Abstract: We study Markovian models for population processes in continuous time, addressing questions concerning the behaviour of ensembles of individuals (equilibrium, quasi-equilibrium and time-dependent behaviour), and in particular what can be deduced from models for individual behaviour. It is self evident that ensemble behaviour is precisely the combined behaviour of individuals, so let me be more precise by way of three examples of populations, which will be used throughout to illustrate our major results. I will make the distinction between the two kinds of models (or processes) by referring to them simply as the "individual model" or the "ensemble model" (or process).
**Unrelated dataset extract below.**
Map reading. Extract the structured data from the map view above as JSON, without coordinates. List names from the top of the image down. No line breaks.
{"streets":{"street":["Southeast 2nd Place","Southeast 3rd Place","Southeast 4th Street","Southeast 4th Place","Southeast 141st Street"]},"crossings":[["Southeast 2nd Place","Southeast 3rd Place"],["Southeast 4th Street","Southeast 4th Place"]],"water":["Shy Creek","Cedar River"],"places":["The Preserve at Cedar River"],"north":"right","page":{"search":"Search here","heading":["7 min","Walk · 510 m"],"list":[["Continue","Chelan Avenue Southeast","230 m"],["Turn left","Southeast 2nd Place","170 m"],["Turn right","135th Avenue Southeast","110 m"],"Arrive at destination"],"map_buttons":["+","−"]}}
Population 1. Our first example is a population network, frequently called a metapopulation (see for example Gilpin and Hanski (1991)), where a fixed number n of individuals occupies geographically separated regions or patches. Patches may become empty, but can be recolonized through migration from other patches. From the point of view of the individual, it spends a period of time in a given patch and might then emigrate to another patch, spend a period there, and so forth. Assuming individuals do not affect each other's progress through the network, one could model the progress of the individual as a random walk on the patches, and thus evaluate quantities such as the probability p_{j}(t) that the individual occupies patch j at time t. Our intuition tells us that, for the ensemble, the proportion of individuals in patch j should be approximately equal to p_{j}(t). So strong is this intuition that scientists frequently model population proportions using individual-level models.
In Section 2 we give a careful examination of whether it is reasonable to approximate random proportions of individuals that share a characteristic using probabilities derived from individual-based models. We are able to make a very precise statement for a very general class of models.
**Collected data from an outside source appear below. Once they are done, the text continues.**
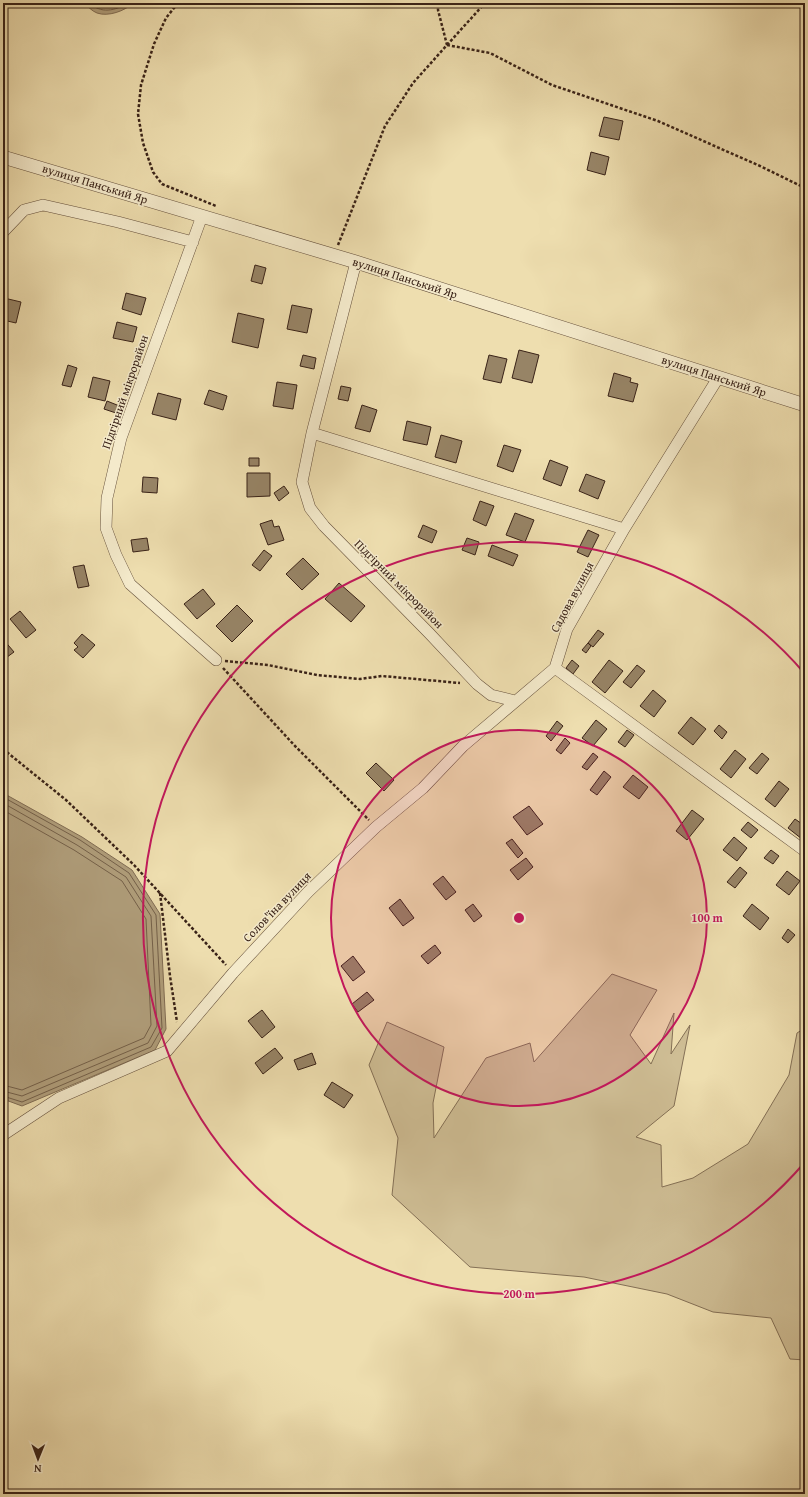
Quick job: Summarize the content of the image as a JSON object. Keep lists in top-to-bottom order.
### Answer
{
  "streets": {
    "street": [
      "вулиця Панський Яр",
      "Підгірний мікрорайон",
      "Садова вулиця",
      "Солов'їна вулиця"
    ]
  },
  "crossings": [
    ["вулиця Панський Яр", "Підгірний мікрорайон"],
    ["вулиця Панський Яр", "Садова вулиця"],
    ["Підгірний мікрорайон", "Солов'їна вулиця"],
    ["Садова вулиця", "Солов'їна вулиця"]
  ],
  "north": "bottom",
  "rings": ["100 m", "200 m"]
}
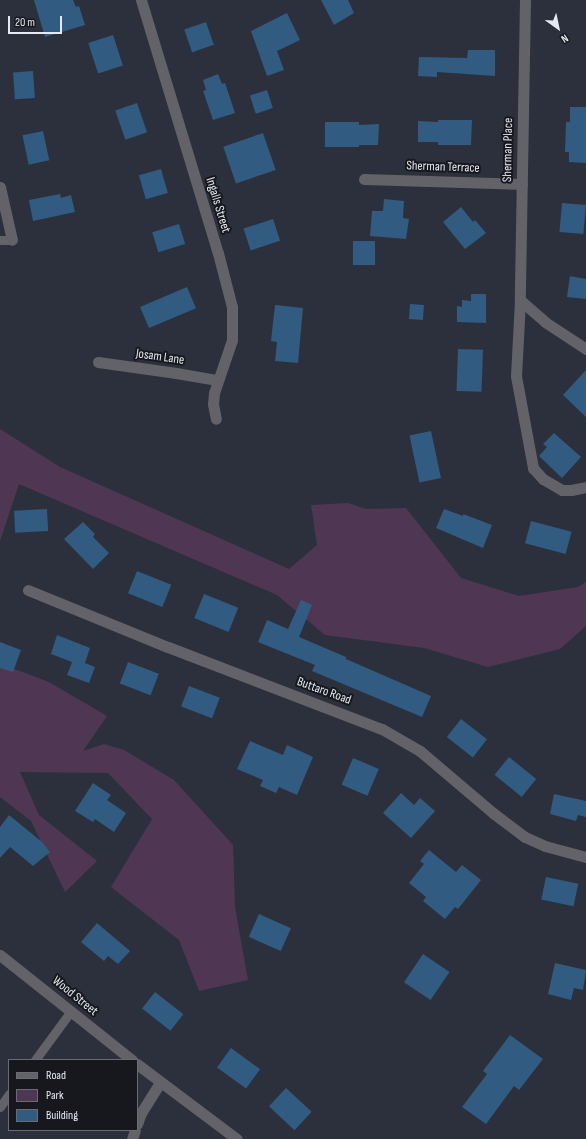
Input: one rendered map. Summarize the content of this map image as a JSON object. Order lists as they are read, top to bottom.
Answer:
{
  "streets": {
    "street": [
      "Sherman Place",
      "Sherman Terrace",
      "Ingalls Street",
      "Josam Lane",
      "Buttaro Road",
      "Wood Street"
    ]
  },
  "crossings": [
    ["Sherman Place", "Sherman Terrace"],
    ["Ingalls Street", "Josam Lane"]
  ],
  "legend": ["Road", "Park", "Building"],
  "scale_bar": "20 m",
  "north": "bottom right"
}
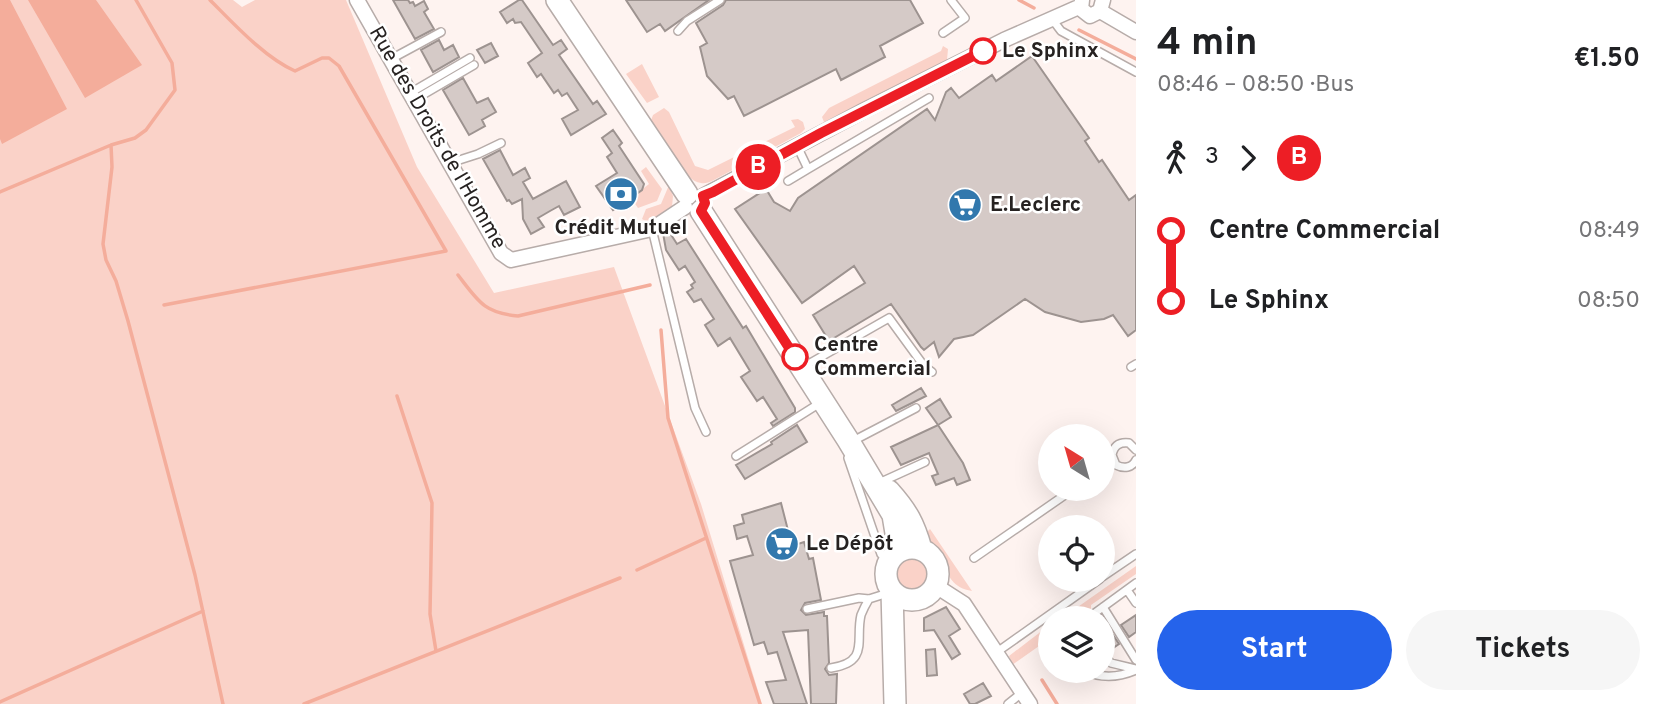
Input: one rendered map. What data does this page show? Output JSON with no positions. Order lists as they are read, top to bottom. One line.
{"streets":{"street":["Rue des Droits de l'Homme"]},"places":{"other":["Le Sphinx","Centre Commercial"],"bank":["Crédit Mutuel"],"supermarket":["E.Leclerc","Le Dépôt"]},"lines":["bus line B"],"north":"top left","page":{"on_map":"B","heading":["4 min","08:46 – 08:50 · Bus","€1.50"],"legs":["3","B"],"list":[{"name":"Centre Commercial","value":"08:49"},{"name":"Le Sphinx","value":"08:50"}],"buttons":["Start","Tickets"]}}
Population 2. This is a variant of Population 1 where we allow death or external emigration from any patch. We will study two cases: (i) the open network, where there is external immigration to one or more patches, and (ii) the closed network, where there are n individuals to begin with, each eventually disappearing from the network through death or external emigration. As before, individuals are assumed not to affect one another's progress, but now individuals (perhaps arriving from outside the network) perform a random walk on the patches but then eventually leave. In contrast to Population 1, the total number of individuals is random. Yet, we would expect to be able to draw similar conclusions concerning ensemble proportions. Furthermore, as the population would be expected to settle down to a stable equilibrium, we might ask whether it is also reasonable to approximate the equilibrium proportion of individuals occupying patch j using the equilibrium probability that an individual is in patch j. This is certainly reasonable in the open case, but even closed metapopulations can exhibit "quasi" equilibrium behaviour over reasonable time scales before extinction occurs; see Pollett (1999).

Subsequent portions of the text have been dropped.